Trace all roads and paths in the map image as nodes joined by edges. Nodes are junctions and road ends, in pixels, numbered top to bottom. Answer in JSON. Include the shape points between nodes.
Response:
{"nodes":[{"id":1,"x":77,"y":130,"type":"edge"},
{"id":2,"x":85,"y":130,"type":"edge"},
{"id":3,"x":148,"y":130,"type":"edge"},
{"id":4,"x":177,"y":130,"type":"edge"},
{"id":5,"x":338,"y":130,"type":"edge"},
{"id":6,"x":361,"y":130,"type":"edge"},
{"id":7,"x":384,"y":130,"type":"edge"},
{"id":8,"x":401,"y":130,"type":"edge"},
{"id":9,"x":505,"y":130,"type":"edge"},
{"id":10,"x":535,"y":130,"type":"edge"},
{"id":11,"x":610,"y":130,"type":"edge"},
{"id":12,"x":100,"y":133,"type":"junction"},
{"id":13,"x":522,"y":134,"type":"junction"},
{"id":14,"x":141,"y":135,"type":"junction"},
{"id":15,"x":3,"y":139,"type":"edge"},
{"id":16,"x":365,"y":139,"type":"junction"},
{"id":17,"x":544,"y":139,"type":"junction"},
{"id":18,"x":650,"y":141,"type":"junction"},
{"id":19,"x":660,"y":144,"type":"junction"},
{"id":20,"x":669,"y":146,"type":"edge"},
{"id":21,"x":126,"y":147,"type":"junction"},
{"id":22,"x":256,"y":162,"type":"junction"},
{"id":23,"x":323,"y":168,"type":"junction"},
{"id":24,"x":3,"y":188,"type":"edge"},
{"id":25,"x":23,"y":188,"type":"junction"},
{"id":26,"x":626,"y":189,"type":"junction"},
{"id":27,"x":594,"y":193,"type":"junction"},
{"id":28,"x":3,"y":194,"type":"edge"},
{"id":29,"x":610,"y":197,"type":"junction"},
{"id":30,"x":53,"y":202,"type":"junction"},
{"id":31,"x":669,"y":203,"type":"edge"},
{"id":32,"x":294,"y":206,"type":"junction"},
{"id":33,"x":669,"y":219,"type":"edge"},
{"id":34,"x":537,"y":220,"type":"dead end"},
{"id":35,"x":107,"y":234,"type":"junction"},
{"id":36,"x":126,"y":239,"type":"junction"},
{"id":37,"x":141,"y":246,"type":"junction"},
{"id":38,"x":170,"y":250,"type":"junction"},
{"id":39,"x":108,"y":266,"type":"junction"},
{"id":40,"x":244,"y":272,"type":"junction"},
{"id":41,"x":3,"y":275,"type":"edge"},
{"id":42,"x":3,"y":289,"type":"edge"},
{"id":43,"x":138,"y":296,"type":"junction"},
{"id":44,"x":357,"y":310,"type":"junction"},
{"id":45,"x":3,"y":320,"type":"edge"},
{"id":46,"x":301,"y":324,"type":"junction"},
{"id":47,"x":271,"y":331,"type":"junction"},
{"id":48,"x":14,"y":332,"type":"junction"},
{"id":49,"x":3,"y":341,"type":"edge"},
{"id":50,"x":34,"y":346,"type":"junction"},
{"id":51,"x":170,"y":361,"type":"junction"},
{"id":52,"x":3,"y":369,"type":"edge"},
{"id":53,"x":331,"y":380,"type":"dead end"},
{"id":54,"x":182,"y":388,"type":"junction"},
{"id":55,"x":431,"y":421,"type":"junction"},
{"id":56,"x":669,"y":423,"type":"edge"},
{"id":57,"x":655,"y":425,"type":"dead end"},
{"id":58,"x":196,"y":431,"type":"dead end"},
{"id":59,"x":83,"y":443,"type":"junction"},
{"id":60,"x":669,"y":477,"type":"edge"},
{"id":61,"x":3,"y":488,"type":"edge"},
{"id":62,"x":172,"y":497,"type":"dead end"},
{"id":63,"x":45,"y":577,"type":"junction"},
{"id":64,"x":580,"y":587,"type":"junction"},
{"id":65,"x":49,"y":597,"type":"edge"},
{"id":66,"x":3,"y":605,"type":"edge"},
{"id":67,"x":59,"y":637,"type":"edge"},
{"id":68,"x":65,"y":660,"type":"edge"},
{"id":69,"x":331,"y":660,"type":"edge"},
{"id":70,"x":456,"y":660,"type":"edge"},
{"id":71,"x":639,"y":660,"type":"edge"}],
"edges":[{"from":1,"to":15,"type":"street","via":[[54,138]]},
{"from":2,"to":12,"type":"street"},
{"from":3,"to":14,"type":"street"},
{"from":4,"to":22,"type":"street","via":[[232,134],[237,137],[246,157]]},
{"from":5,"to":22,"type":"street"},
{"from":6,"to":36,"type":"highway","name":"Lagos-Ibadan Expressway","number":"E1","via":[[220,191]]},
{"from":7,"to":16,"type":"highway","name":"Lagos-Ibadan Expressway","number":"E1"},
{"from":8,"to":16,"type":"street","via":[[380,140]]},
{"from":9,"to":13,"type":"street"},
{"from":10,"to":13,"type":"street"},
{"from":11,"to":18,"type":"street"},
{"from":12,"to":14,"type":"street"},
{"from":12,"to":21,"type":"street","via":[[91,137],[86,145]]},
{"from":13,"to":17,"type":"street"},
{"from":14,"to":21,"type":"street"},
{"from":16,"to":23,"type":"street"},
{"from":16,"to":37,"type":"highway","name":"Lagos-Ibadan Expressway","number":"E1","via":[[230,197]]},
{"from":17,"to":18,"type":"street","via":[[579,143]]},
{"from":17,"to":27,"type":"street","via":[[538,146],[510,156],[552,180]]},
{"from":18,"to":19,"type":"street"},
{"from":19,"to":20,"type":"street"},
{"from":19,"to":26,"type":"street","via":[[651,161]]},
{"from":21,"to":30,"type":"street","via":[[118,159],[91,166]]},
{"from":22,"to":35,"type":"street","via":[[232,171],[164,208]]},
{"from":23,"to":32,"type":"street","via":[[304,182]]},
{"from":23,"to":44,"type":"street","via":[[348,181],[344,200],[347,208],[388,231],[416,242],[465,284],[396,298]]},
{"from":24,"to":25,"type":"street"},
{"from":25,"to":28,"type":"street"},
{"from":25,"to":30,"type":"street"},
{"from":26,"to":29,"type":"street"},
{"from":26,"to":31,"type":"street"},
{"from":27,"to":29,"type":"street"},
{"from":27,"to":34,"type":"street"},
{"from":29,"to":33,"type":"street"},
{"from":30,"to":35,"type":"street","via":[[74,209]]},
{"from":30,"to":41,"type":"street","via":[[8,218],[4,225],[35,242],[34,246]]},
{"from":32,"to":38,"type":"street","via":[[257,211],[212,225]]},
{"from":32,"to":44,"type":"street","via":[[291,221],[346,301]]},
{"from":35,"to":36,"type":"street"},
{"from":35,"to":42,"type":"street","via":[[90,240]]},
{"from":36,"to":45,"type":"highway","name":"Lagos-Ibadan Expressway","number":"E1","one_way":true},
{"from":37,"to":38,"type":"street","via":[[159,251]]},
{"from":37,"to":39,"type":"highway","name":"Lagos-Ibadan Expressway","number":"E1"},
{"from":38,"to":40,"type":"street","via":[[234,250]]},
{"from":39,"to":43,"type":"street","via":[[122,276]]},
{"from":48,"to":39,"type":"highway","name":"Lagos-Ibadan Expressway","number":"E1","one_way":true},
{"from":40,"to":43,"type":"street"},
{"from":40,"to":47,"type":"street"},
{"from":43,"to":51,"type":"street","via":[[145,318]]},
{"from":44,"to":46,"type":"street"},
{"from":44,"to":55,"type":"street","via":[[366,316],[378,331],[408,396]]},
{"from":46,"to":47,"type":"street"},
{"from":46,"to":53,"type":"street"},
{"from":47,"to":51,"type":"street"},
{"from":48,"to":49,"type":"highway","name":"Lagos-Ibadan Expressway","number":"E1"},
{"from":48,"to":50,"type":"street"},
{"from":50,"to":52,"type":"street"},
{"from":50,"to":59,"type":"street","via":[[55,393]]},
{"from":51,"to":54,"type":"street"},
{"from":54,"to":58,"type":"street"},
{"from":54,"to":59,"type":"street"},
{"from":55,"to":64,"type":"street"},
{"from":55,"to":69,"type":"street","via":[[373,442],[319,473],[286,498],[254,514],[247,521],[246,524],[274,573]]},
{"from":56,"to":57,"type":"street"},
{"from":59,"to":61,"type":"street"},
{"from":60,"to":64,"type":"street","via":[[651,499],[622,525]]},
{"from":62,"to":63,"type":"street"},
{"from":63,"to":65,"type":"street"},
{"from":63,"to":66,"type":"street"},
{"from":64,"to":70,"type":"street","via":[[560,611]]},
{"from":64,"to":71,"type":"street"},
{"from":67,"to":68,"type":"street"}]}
- - - - - - -
PROBLEM DESCRIPTION:
From the entries, find how many lines contain "Lagos" and give the number alone.

TASK OUTPUT:
7